## [EXERCISE AIM]
Pull every line from the records that has the word "numbered" in it.

*** Opening of DATA LISTING ***

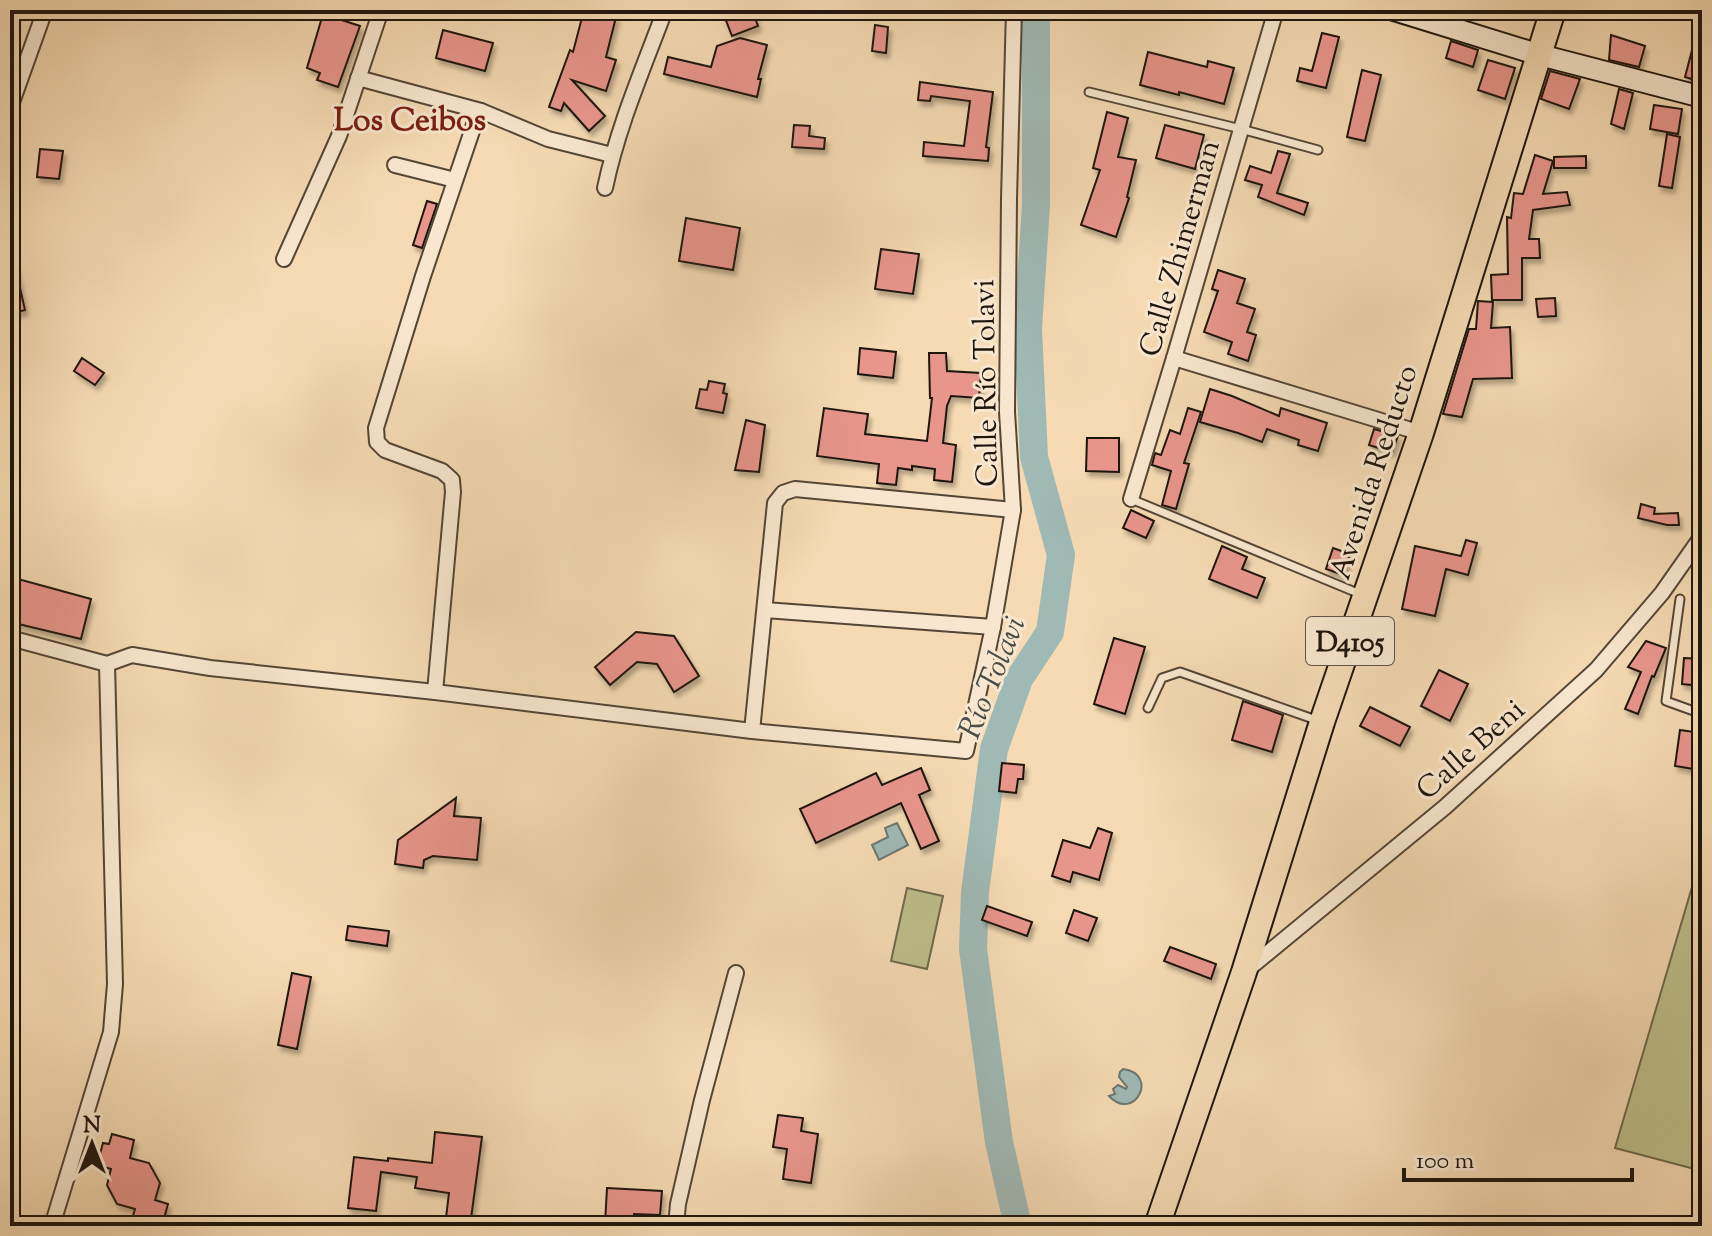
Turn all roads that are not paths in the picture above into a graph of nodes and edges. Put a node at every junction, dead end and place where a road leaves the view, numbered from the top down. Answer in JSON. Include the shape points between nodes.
{"nodes":[{"id":1,"x":45,"y":10,"type":"edge"},
{"id":2,"x":381,"y":10,"type":"edge"},
{"id":3,"x":665,"y":10,"type":"edge"},
{"id":4,"x":1014,"y":10,"type":"edge"},
{"id":5,"x":1276,"y":10,"type":"edge"},
{"id":6,"x":1394,"y":10,"type":"edge"},
{"id":7,"x":1553,"y":10,"type":"edge"},
{"id":8,"x":1540,"y":55,"type":"junction"},
{"id":9,"x":358,"y":78,"type":"junction"},
{"id":10,"x":1089,"y":92,"type":"dead end"},
{"id":11,"x":1702,"y":97,"type":"edge"},
{"id":12,"x":10,"y":108,"type":"edge"},
{"id":13,"x":481,"y":111,"type":"junction"},
{"id":14,"x":1241,"y":129,"type":"junction"},
{"id":15,"x":1318,"y":150,"type":"dead end"},
{"id":16,"x":612,"y":155,"type":"junction"},
{"id":17,"x":395,"y":165,"type":"dead end"},
{"id":18,"x":455,"y":180,"type":"junction"},
{"id":19,"x":605,"y":188,"type":"dead end"},
{"id":20,"x":284,"y":259,"type":"dead end"},
{"id":21,"x":1174,"y":358,"type":"junction"},
{"id":22,"x":1421,"y":433,"type":"junction"},
{"id":23,"x":1131,"y":499,"type":"joint"},
{"id":24,"x":1013,"y":510,"type":"junction"},
{"id":25,"x":1702,"y":536,"type":"edge"},
{"id":26,"x":1365,"y":597,"type":"junction"},
{"id":27,"x":1680,"y":599,"type":"dead end"},
{"id":28,"x":765,"y":610,"type":"junction"},
{"id":29,"x":993,"y":627,"type":"junction"},
{"id":30,"x":10,"y":638,"type":"edge"},
{"id":31,"x":107,"y":664,"type":"junction"},
{"id":32,"x":435,"y":692,"type":"junction"},
{"id":33,"x":1148,"y":708,"type":"dead end"},
{"id":34,"x":1702,"y":714,"type":"edge"},
{"id":35,"x":1322,"y":722,"type":"junction"},
{"id":36,"x":752,"y":731,"type":"junction"},
{"id":37,"x":1244,"y":972,"type":"junction"},
{"id":38,"x":736,"y":973,"type":"dead end"},
{"id":39,"x":52,"y":1226,"type":"edge"},
{"id":40,"x":676,"y":1226,"type":"edge"},
{"id":41,"x":1157,"y":1226,"type":"edge"}],
"edges":[{"from":1,"to":12,"type":"street"},
{"from":2,"to":9,"type":"street"},
{"from":3,"to":16,"type":"street"},
{"from":4,"to":24,"type":"street","name":"Calle Río Tolavi","via":[[1007,412]]},
{"from":5,"to":14,"type":"street","name":"Calle Zhimerman"},
{"from":6,"to":8,"type":"main road"},
{"from":7,"to":8,"type":"main road","name":"Avenida Reducto","number":"D4105"},
{"from":8,"to":11,"type":"main road"},
{"from":8,"to":22,"type":"main road","name":"Avenida Reducto","number":"D4105"},
{"from":9,"to":13,"type":"street"},
{"from":9,"to":20,"type":"street","via":[[339,136]]},
{"from":10,"to":14,"type":"lane"},
{"from":13,"to":16,"type":"street","via":[[548,139]]},
{"from":13,"to":18,"type":"street"},
{"from":14,"to":15,"type":"lane"},
{"from":14,"to":21,"type":"street","name":"Calle Zhimerman"},
{"from":16,"to":19,"type":"street"},
{"from":17,"to":18,"type":"street"},
{"from":18,"to":32,"type":"street","via":[[376,428],[377,442],[385,450],[442,471],[452,480]]},
{"from":21,"to":22,"type":"street"},
{"from":21,"to":23,"type":"street","name":"Calle Zhimerman"},
{"from":22,"to":26,"type":"main road","name":"Avenida Reducto","number":"D4105"},
{"from":23,"to":26,"type":"lane"},
{"from":24,"to":28,"type":"street","via":[[795,489],[783,493],[775,503]]},
{"from":24,"to":29,"type":"street","name":"Calle Río Tolavi"},
{"from":25,"to":37,"type":"street","name":"Calle Beni","via":[[1596,670],[1445,807]]},
{"from":26,"to":35,"type":"main road","name":"Avenida Reducto","number":"D4105"},
{"from":27,"to":34,"type":"lane","via":[[1666,701]]},
{"from":28,"to":29,"type":"street"},
{"from":28,"to":36,"type":"street"},
{"from":29,"to":36,"type":"street","name":"Calle Río Tolavi","via":[[966,751]]},
{"from":30,"to":31,"type":"street"},
{"from":31,"to":32,"type":"street","via":[[132,655]]},
{"from":31,"to":39,"type":"street","via":[[115,984],[111,1032]]},
{"from":32,"to":36,"type":"street"},
{"from":33,"to":35,"type":"lane","via":[[1162,678],[1180,672]]},
{"from":35,"to":37,"type":"main road","name":"Avenida Reducto","number":"D4105"},
{"from":37,"to":41,"type":"main road","name":"Avenida Reducto","number":"D4105"},
{"from":38,"to":40,"type":"street"}]}
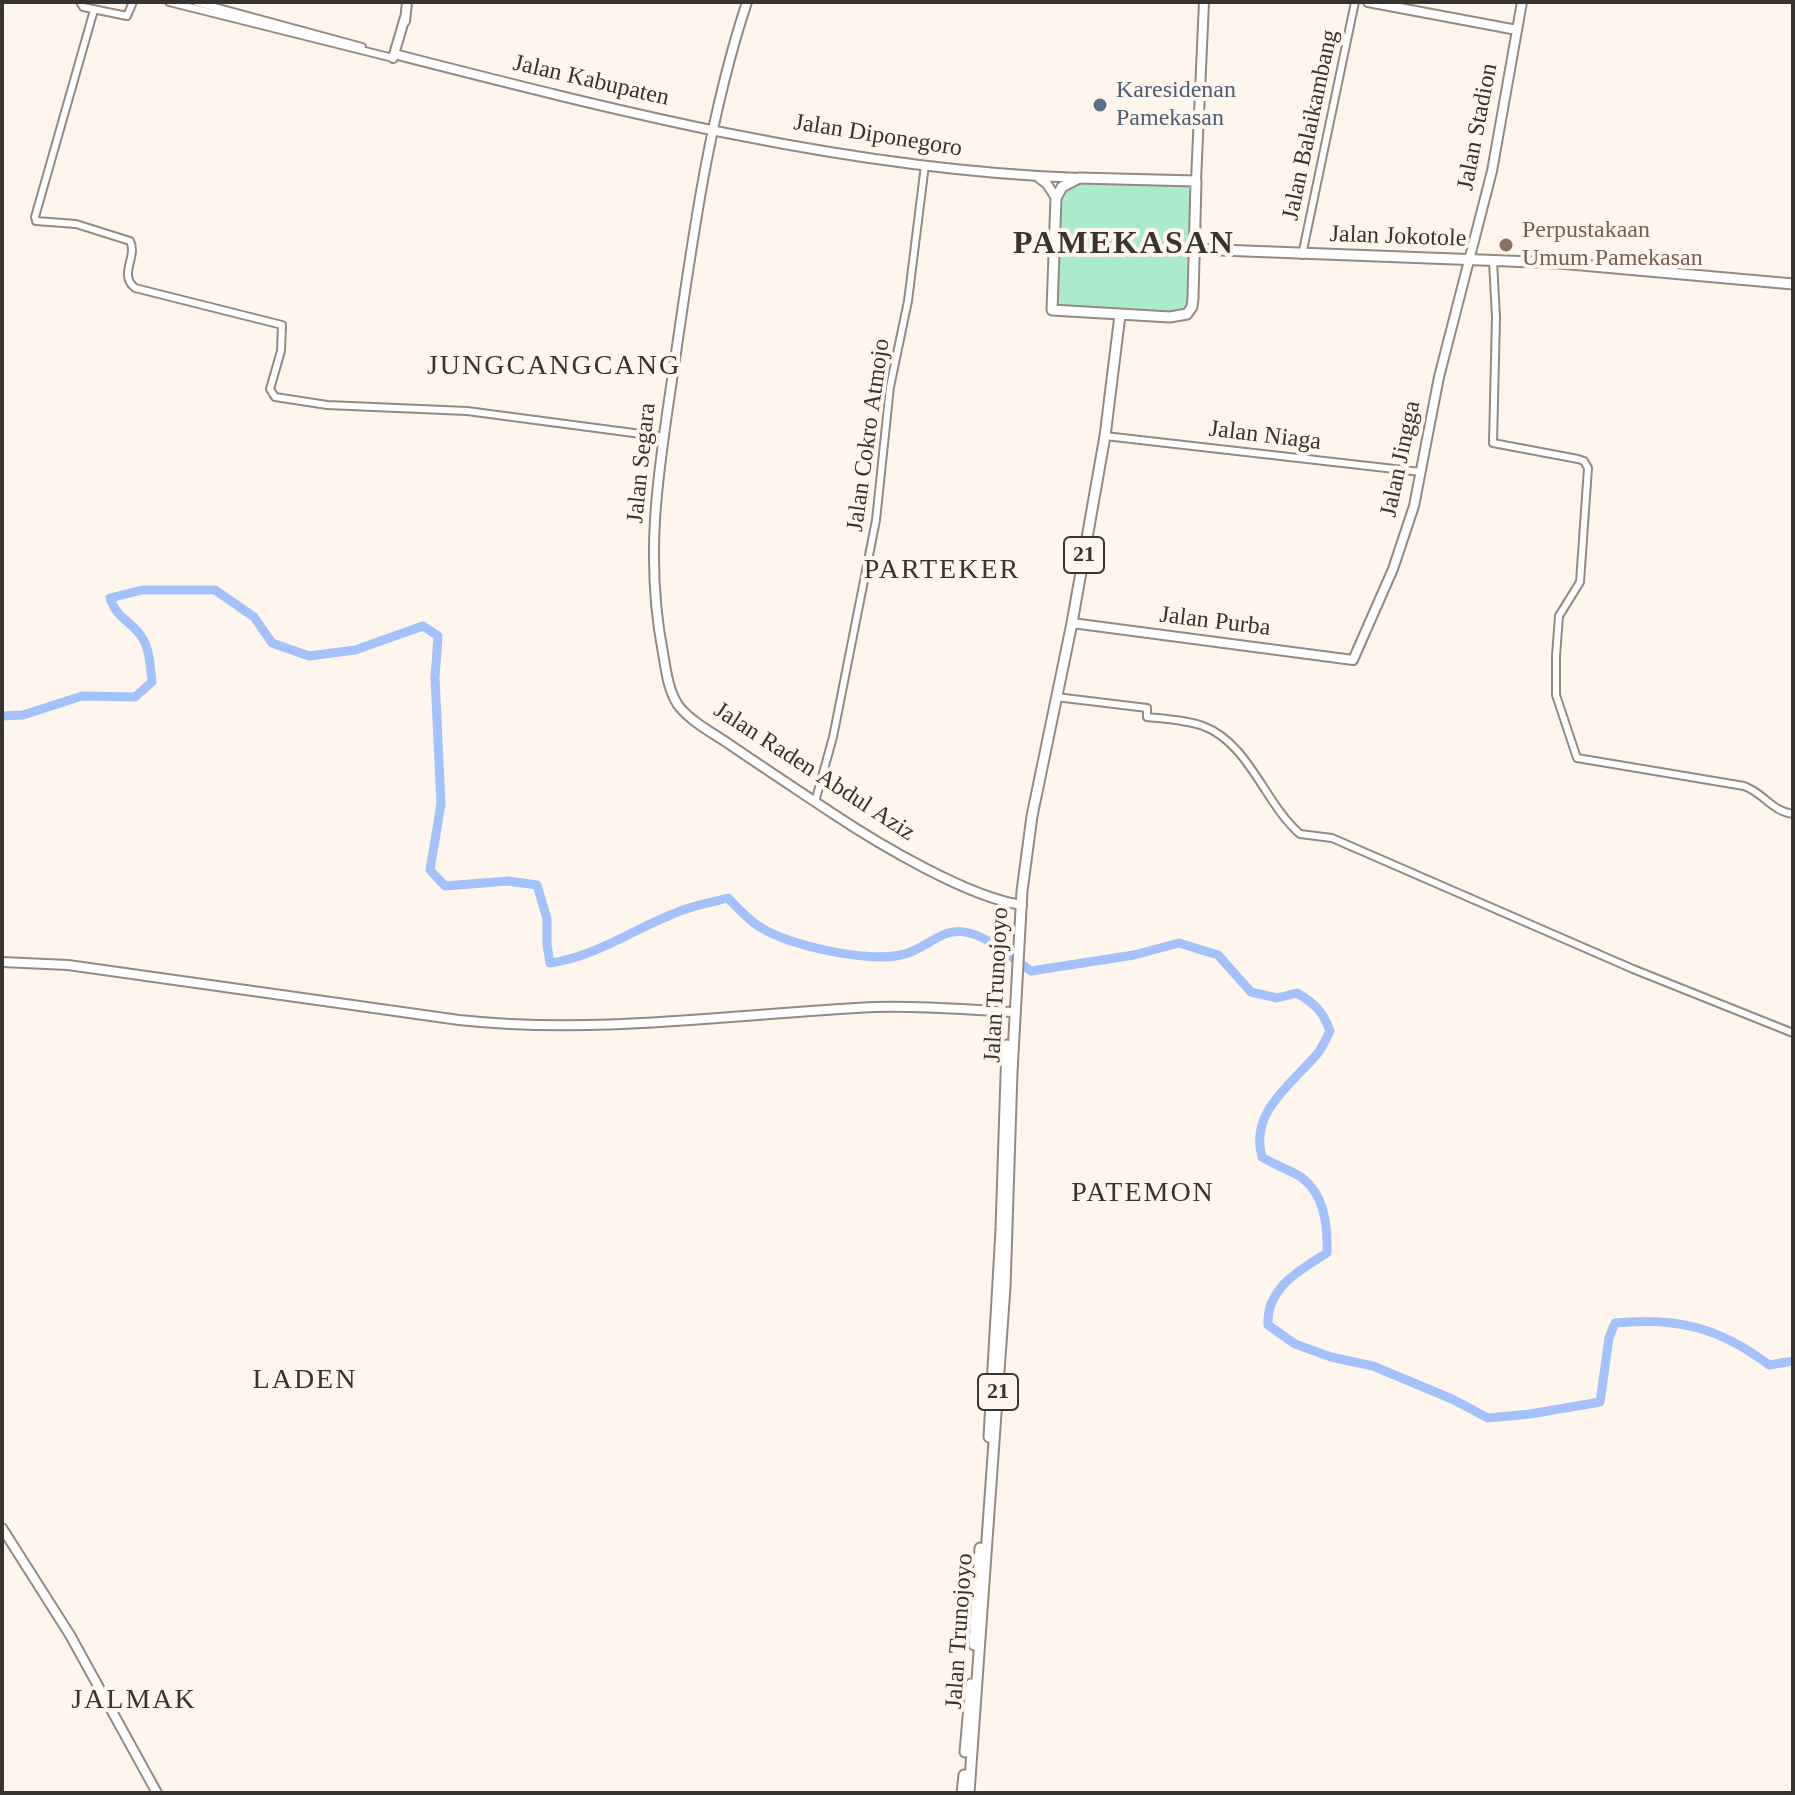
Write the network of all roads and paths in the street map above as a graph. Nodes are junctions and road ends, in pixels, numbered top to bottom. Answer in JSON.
{"nodes":[{"id":1,"x":80,"y":2,"type":"edge"},
{"id":2,"x":133,"y":2,"type":"edge"},
{"id":3,"x":169,"y":2,"type":"edge"},
{"id":4,"x":196,"y":2,"type":"edge"},
{"id":5,"x":407,"y":2,"type":"edge"},
{"id":6,"x":747,"y":2,"type":"edge"},
{"id":7,"x":1204,"y":2,"type":"edge"},
{"id":8,"x":1355,"y":2,"type":"edge"},
{"id":9,"x":1368,"y":2,"type":"edge"},
{"id":10,"x":1522,"y":2,"type":"edge"},
{"id":11,"x":94,"y":10,"type":"junction"},
{"id":12,"x":1517,"y":30,"type":"junction"},
{"id":13,"x":395,"y":57,"type":"junction"},
{"id":14,"x":712,"y":129,"type":"junction"},
{"id":15,"x":925,"y":165,"type":"junction"},
{"id":16,"x":1038,"y":177,"type":"junction"},
{"id":17,"x":1079,"y":178,"type":"junction"},
{"id":18,"x":1196,"y":181,"type":"junction"},
{"id":19,"x":1056,"y":198,"type":"junction"},
{"id":20,"x":1194,"y":249,"type":"junction"},
{"id":21,"x":1302,"y":255,"type":"junction"},
{"id":22,"x":1479,"y":260,"type":"junction"},
{"id":23,"x":1793,"y":284,"type":"edge"},
{"id":24,"x":1120,"y":315,"type":"junction"},
{"id":25,"x":1105,"y":436,"type":"junction"},
{"id":26,"x":664,"y":437,"type":"junction"},
{"id":27,"x":1421,"y":472,"type":"junction"},
{"id":28,"x":1072,"y":623,"type":"junction"},
{"id":29,"x":1353,"y":660,"type":"joint"},
{"id":30,"x":1056,"y":697,"type":"junction"},
{"id":31,"x":679,"y":707,"type":"joint"},
{"id":32,"x":815,"y":802,"type":"junction"},
{"id":33,"x":1793,"y":814,"type":"edge"},
{"id":34,"x":1019,"y":904,"type":"junction"},
{"id":35,"x":2,"y":962,"type":"edge"},
{"id":36,"x":1009,"y":1012,"type":"junction"},
{"id":37,"x":1793,"y":1033,"type":"edge"},
{"id":38,"x":2,"y":1528,"type":"edge"},
{"id":39,"x":157,"y":1793,"type":"edge"},
{"id":40,"x":962,"y":1793,"type":"edge"},
{"id":41,"x":969,"y":1793,"type":"edge"}],
"edges":[{"from":1,"to":11,"type":"street"},
{"from":2,"to":11,"type":"street"},
{"from":3,"to":13,"type":"street","name":"Jalan Kabupaten"},
{"from":4,"to":13,"type":"street","name":"Jalan Kabupaten"},
{"from":5,"to":13,"type":"main road"},
{"from":6,"to":14,"type":"main road","name":"Jalan Segara"},
{"from":7,"to":18,"type":"main road"},
{"from":8,"to":21,"type":"street","name":"Jalan Balaikambang"},
{"from":9,"to":12,"type":"main road"},
{"from":10,"to":12,"type":"main road","name":"Jalan Stadion"},
{"from":11,"to":26,"type":"street"},
{"from":12,"to":22,"type":"main road","name":"Jalan Stadion"},
{"from":13,"to":14,"type":"main road","name":"Jalan Kabupaten"},
{"from":14,"to":15,"type":"main road","name":"Jalan Diponegoro"},
{"from":14,"to":26,"type":"main road","name":"Jalan Segara"},
{"from":15,"to":16,"type":"main road","name":"Jalan Diponegoro"},
{"from":15,"to":32,"type":"street","name":"Jalan Cokro Atmojo"},
{"from":16,"to":17,"type":"main road","name":"Jalan Diponegoro"},
{"from":16,"to":19,"type":"main road"},
{"from":17,"to":18,"type":"highway"},
{"from":17,"to":19,"type":"highway"},
{"from":18,"to":20,"type":"highway"},
{"from":19,"to":24,"type":"highway"},
{"from":20,"to":21,"type":"highway","name":"Jalan Jokotole"},
{"from":20,"to":24,"type":"highway"},
{"from":21,"to":22,"type":"highway","name":"Jalan Jokotole"},
{"from":22,"to":23,"type":"highway","name":"Jalan Jokotole"},
{"from":22,"to":27,"type":"main road","name":"Jalan Jingga"},
{"from":22,"to":33,"type":"street"},
{"from":24,"to":25,"type":"highway","number":"21"},
{"from":25,"to":27,"type":"street","name":"Jalan Niaga"},
{"from":25,"to":28,"type":"highway","number":"21"},
{"from":26,"to":31,"type":"main road","name":"Jalan Segara"},
{"from":27,"to":29,"type":"main road","name":"Jalan Jingga"},
{"from":28,"to":29,"type":"main road","name":"Jalan Purba"},
{"from":28,"to":30,"type":"highway","number":"21"},
{"from":30,"to":34,"type":"highway","name":"Jalan Trunojoyo","number":"21"},
{"from":30,"to":37,"type":"street"},
{"from":31,"to":32,"type":"main road","name":"Jalan Raden Abdul Aziz"},
{"from":32,"to":34,"type":"main road","name":"Jalan Raden Abdul Aziz"},
{"from":34,"to":36,"type":"highway","name":"Jalan Trunojoyo","number":"21"},
{"from":35,"to":36,"type":"main road"},
{"from":36,"to":40,"type":"highway","name":"Jalan Trunojoyo","number":"21"},
{"from":36,"to":41,"type":"highway","name":"Jalan Trunojoyo","number":"21"},
{"from":38,"to":39,"type":"main road"}]}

*** Close of DATA LISTING ***

## [THE COMPLETED TASK]
Turn all roads that are not paths in the picture above into a graph of nodes and edges. Put a node at every junction, dead end and place where a road leaves the view, numbered from the top down. Answer in JSON. Include the shape points between nodes.
Write the network of all roads and paths in the street map above as a graph. Nodes are junctions and road ends, in pixels, numbered top to bottom. Answer in JSON.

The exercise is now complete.